▸ Instructions to follow: Quote every entry word for word.

▸ Material provided:
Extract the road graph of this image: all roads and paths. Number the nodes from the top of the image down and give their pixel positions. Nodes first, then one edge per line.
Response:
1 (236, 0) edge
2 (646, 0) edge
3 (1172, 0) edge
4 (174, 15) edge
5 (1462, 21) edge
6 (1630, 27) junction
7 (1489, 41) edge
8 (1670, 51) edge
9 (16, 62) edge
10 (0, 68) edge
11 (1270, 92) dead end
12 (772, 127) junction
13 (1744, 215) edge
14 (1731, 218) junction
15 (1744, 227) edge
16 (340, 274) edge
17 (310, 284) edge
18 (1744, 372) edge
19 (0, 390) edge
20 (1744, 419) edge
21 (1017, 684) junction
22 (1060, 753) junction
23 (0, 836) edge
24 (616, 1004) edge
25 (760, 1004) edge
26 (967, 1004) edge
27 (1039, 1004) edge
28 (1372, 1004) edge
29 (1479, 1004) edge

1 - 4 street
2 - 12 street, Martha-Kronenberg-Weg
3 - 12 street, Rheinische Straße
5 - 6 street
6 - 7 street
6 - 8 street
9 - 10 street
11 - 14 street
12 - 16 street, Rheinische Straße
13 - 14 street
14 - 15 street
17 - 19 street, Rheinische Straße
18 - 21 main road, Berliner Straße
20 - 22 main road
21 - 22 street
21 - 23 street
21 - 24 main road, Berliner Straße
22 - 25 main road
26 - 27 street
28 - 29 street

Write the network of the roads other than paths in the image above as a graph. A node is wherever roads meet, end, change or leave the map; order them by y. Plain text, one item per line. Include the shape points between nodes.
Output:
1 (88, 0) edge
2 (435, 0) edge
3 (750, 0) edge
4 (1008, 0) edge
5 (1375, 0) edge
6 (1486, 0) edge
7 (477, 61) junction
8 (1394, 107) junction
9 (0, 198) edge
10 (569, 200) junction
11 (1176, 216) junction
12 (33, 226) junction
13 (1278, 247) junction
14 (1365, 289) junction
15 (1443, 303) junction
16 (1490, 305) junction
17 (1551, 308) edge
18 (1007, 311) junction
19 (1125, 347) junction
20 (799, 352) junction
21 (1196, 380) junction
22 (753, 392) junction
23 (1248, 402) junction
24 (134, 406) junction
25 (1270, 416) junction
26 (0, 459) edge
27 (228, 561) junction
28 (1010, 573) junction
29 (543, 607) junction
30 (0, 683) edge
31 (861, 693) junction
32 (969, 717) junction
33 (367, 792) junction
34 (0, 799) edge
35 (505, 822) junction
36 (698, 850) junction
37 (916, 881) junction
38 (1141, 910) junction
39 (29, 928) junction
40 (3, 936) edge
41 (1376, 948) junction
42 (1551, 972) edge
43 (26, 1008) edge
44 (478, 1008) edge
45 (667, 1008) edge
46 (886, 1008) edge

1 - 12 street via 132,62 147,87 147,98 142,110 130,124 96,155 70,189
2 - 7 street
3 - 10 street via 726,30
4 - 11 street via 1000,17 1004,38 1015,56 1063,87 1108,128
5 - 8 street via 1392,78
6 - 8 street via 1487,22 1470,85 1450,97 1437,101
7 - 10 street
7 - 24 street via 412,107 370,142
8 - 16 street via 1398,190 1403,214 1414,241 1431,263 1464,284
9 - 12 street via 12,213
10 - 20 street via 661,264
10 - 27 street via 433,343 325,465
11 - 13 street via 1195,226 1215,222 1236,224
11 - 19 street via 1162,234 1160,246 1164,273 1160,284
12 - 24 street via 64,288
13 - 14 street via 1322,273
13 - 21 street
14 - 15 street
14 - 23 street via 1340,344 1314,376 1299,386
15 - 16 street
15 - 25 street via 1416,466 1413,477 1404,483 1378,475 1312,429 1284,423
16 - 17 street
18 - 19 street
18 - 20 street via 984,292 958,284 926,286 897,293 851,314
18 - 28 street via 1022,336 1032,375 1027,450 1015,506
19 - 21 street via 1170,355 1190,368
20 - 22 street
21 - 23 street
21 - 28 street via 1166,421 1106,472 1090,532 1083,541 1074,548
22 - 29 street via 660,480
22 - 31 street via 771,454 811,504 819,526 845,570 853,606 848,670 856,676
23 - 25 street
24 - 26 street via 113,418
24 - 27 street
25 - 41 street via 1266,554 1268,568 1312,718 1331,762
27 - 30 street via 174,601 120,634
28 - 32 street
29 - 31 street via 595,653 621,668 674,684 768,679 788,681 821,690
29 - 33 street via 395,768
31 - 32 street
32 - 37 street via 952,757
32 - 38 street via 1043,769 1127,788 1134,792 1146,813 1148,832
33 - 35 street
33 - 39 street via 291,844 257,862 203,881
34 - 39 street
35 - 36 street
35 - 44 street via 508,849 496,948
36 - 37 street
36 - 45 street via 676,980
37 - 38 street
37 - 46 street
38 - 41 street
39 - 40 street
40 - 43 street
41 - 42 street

▸ Output of the exercise:
Extract the road graph of this image: all roads and paths. Number the nodes from the top of the image down and give their pixel positions. Nodes first, then one edge per line.
Response:
1 (236, 0) edge
2 (646, 0) edge
3 (1172, 0) edge
4 (174, 15) edge
5 (1462, 21) edge
6 (1630, 27) junction
7 (1489, 41) edge
8 (1670, 51) edge
9 (16, 62) edge
10 (0, 68) edge
11 (1270, 92) dead end
12 (772, 127) junction
13 (1744, 215) edge
14 (1731, 218) junction
15 (1744, 227) edge
16 (340, 274) edge
17 (310, 284) edge
18 (1744, 372) edge
19 (0, 390) edge
20 (1744, 419) edge
21 (1017, 684) junction
22 (1060, 753) junction
23 (0, 836) edge
24 (616, 1004) edge
25 (760, 1004) edge
26 (967, 1004) edge
27 (1039, 1004) edge
28 (1372, 1004) edge
29 (1479, 1004) edge

1 - 4 street
2 - 12 street, Martha-Kronenberg-Weg
3 - 12 street, Rheinische Straße
5 - 6 street
6 - 7 street
6 - 8 street
9 - 10 street
11 - 14 street
12 - 16 street, Rheinische Straße
13 - 14 street
14 - 15 street
17 - 19 street, Rheinische Straße
18 - 21 main road, Berliner Straße
20 - 22 main road
21 - 22 street
21 - 23 street
21 - 24 main road, Berliner Straße
22 - 25 main road
26 - 27 street
28 - 29 street

Write the network of the roads other than paths in the image above as a graph. A node is wherever roads meet, end, change or leave the map; order them by y. Plain text, one item per line. Include the shape points between nodes.
Output:
1 (88, 0) edge
2 (435, 0) edge
3 (750, 0) edge
4 (1008, 0) edge
5 (1375, 0) edge
6 (1486, 0) edge
7 (477, 61) junction
8 (1394, 107) junction
9 (0, 198) edge
10 (569, 200) junction
11 (1176, 216) junction
12 (33, 226) junction
13 (1278, 247) junction
14 (1365, 289) junction
15 (1443, 303) junction
16 (1490, 305) junction
17 (1551, 308) edge
18 (1007, 311) junction
19 (1125, 347) junction
20 (799, 352) junction
21 (1196, 380) junction
22 (753, 392) junction
23 (1248, 402) junction
24 (134, 406) junction
25 (1270, 416) junction
26 (0, 459) edge
27 (228, 561) junction
28 (1010, 573) junction
29 (543, 607) junction
30 (0, 683) edge
31 (861, 693) junction
32 (969, 717) junction
33 (367, 792) junction
34 (0, 799) edge
35 (505, 822) junction
36 (698, 850) junction
37 (916, 881) junction
38 (1141, 910) junction
39 (29, 928) junction
40 (3, 936) edge
41 (1376, 948) junction
42 (1551, 972) edge
43 (26, 1008) edge
44 (478, 1008) edge
45 (667, 1008) edge
46 (886, 1008) edge

1 - 12 street via 132,62 147,87 147,98 142,110 130,124 96,155 70,189
2 - 7 street
3 - 10 street via 726,30
4 - 11 street via 1000,17 1004,38 1015,56 1063,87 1108,128
5 - 8 street via 1392,78
6 - 8 street via 1487,22 1470,85 1450,97 1437,101
7 - 10 street
7 - 24 street via 412,107 370,142
8 - 16 street via 1398,190 1403,214 1414,241 1431,263 1464,284
9 - 12 street via 12,213
10 - 20 street via 661,264
10 - 27 street via 433,343 325,465
11 - 13 street via 1195,226 1215,222 1236,224
11 - 19 street via 1162,234 1160,246 1164,273 1160,284
12 - 24 street via 64,288
13 - 14 street via 1322,273
13 - 21 street
14 - 15 street
14 - 23 street via 1340,344 1314,376 1299,386
15 - 16 street
15 - 25 street via 1416,466 1413,477 1404,483 1378,475 1312,429 1284,423
16 - 17 street
18 - 19 street
18 - 20 street via 984,292 958,284 926,286 897,293 851,314
18 - 28 street via 1022,336 1032,375 1027,450 1015,506
19 - 21 street via 1170,355 1190,368
20 - 22 street
21 - 23 street
21 - 28 street via 1166,421 1106,472 1090,532 1083,541 1074,548
22 - 29 street via 660,480
22 - 31 street via 771,454 811,504 819,526 845,570 853,606 848,670 856,676
23 - 25 street
24 - 26 street via 113,418
24 - 27 street
25 - 41 street via 1266,554 1268,568 1312,718 1331,762
27 - 30 street via 174,601 120,634
28 - 32 street
29 - 31 street via 595,653 621,668 674,684 768,679 788,681 821,690
29 - 33 street via 395,768
31 - 32 street
32 - 37 street via 952,757
32 - 38 street via 1043,769 1127,788 1134,792 1146,813 1148,832
33 - 35 street
33 - 39 street via 291,844 257,862 203,881
34 - 39 street
35 - 36 street
35 - 44 street via 508,849 496,948
36 - 37 street
36 - 45 street via 676,980
37 - 38 street
37 - 46 street
38 - 41 street
39 - 40 street
40 - 43 street
41 - 42 street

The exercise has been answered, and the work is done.